New MIT Computer Model Helps Identify Mutations That Drive Cancer

Researchers could identify better drug targets if they are able to distinguish these harmful driver mutations from the neutral passengers. To boost those efforts, an MIT-led team of scientists has built a new computer model that can rapidly scan the entire genome of Drive Cancer cells. It identifies mutations that occur more frequently than expected, which suggests that they are driving tumor growth. Because some genomic regions have an extremely high frequency of passenger mutations, drowning out the signal of actual drivers, this type of prediction has been challenging.

“We created a probabilistic, deep-learning method that allowed us to get a really accurate model of the number of passenger mutations that should exist anywhere in the genome,” says Maxwell Sherman, an MIT graduate student. “Then we can look all across the genome for regions where you have an unexpected accumulation of mutations, which suggests that those are driver mutations.” In their new study, the scientists found additional mutations across the genome that appear to contribute to tumor growth in 5 to 10 percent of cancer patients. The researchers say the findings could help doctors to identify drugs that would have a greater chance of successfully treating those patients. At least 30 percent of Drive Cancer patients currently have no detectable driver mutation that can be used to guide treatment.

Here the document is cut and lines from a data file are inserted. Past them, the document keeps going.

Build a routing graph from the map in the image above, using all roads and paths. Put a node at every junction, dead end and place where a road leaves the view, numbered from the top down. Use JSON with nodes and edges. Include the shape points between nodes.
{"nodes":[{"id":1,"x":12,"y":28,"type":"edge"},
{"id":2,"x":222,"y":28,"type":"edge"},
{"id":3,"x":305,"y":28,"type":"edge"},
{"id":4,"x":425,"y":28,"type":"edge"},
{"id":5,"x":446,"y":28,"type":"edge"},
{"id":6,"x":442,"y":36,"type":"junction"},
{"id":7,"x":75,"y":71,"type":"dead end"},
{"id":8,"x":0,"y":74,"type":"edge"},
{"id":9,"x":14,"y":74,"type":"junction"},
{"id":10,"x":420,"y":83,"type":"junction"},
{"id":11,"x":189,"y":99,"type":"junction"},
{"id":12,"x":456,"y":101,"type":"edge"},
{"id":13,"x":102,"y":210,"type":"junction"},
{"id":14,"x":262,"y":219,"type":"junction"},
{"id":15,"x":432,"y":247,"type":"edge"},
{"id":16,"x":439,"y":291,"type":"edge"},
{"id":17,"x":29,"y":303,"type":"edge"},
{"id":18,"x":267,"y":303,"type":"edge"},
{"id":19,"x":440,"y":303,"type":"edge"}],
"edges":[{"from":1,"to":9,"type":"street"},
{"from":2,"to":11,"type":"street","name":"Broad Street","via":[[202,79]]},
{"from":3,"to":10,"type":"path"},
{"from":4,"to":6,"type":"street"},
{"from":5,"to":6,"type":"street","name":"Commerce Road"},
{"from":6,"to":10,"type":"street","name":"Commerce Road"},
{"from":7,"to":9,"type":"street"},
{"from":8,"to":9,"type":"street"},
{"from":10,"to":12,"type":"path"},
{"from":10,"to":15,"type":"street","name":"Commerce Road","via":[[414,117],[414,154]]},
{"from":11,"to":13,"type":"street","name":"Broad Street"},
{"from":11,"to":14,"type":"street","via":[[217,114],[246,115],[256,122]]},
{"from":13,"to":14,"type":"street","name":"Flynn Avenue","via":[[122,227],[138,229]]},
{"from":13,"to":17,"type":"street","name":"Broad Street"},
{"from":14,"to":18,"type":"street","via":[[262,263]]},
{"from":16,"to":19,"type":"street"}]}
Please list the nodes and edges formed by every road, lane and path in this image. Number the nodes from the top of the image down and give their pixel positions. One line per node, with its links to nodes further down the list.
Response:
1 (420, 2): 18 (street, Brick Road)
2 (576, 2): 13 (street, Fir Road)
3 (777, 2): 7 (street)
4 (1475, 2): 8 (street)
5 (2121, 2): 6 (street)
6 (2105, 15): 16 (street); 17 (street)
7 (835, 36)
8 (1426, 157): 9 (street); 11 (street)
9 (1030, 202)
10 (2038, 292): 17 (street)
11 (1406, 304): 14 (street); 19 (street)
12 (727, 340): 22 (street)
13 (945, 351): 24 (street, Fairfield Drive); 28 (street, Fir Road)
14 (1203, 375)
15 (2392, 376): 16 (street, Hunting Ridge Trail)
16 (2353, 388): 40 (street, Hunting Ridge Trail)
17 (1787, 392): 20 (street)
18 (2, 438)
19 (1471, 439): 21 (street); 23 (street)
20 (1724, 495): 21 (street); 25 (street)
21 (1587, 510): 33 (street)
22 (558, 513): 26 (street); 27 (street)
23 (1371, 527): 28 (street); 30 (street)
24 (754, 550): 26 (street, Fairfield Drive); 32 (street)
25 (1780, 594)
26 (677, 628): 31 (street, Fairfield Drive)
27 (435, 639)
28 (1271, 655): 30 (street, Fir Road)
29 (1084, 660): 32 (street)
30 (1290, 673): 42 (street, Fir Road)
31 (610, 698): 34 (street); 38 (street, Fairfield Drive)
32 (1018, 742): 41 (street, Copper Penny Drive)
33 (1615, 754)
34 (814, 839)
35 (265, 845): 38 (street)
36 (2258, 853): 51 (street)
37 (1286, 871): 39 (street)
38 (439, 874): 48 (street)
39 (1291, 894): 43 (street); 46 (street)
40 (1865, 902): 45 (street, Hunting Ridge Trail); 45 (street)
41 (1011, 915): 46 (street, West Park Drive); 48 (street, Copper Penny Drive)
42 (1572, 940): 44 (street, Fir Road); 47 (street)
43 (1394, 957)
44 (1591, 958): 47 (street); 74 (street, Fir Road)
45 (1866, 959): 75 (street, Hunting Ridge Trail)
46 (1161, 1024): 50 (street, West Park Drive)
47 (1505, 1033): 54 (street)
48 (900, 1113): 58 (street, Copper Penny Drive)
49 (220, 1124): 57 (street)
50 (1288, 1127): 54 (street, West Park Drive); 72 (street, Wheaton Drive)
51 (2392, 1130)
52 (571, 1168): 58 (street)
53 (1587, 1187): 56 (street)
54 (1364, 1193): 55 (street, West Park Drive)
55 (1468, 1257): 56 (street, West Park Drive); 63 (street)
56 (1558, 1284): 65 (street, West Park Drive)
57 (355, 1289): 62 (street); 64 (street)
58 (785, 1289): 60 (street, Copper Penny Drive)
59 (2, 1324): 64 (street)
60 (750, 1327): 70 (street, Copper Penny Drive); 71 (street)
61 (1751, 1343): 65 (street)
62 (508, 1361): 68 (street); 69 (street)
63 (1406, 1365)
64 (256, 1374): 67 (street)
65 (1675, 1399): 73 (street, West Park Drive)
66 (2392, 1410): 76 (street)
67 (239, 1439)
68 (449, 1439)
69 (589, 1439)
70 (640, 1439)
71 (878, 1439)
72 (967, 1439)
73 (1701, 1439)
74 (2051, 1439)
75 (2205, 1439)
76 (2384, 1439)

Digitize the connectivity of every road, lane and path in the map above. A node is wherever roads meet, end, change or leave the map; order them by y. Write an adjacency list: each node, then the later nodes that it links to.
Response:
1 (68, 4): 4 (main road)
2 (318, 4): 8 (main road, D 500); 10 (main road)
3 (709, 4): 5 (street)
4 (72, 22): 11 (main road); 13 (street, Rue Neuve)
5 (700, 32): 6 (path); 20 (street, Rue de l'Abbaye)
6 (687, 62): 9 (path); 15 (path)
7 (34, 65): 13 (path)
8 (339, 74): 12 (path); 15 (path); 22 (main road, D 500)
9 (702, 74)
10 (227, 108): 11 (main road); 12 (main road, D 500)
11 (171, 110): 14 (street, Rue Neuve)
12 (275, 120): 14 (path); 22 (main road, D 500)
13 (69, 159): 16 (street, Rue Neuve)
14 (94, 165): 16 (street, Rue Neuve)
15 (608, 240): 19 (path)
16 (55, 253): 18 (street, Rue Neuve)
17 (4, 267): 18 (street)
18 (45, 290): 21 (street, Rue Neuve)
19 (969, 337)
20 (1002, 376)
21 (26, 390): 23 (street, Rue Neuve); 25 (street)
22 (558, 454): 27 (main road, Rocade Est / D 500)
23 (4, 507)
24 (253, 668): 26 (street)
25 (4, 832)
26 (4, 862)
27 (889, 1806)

Sherman, MIT graduate student Adam Yaari, and former MIT research assistant Oliver Priebe are the lead authors of the study, which was published recently in Nature Biotechnology. Bonnie Berger, the Simons Professor of Mathematics at MIT and head of the Computation and Biology group at the Computer Science and Artificial Intelligence Laboratory (CSAIL), is a senior author of the study, along with Po-Ru Loh, an assistant professor at Harvard Medical School and associate member of the Broad Institute of MIT and Harvard. Felix Dietlein, an associate professor at Harvard Medical School and Boston Children’s Hospital, is also an author of the paper.

Source: This news is originally published by scitechdaily

By Web Team

Technology Times Web team handles all matters relevant to website posting and management.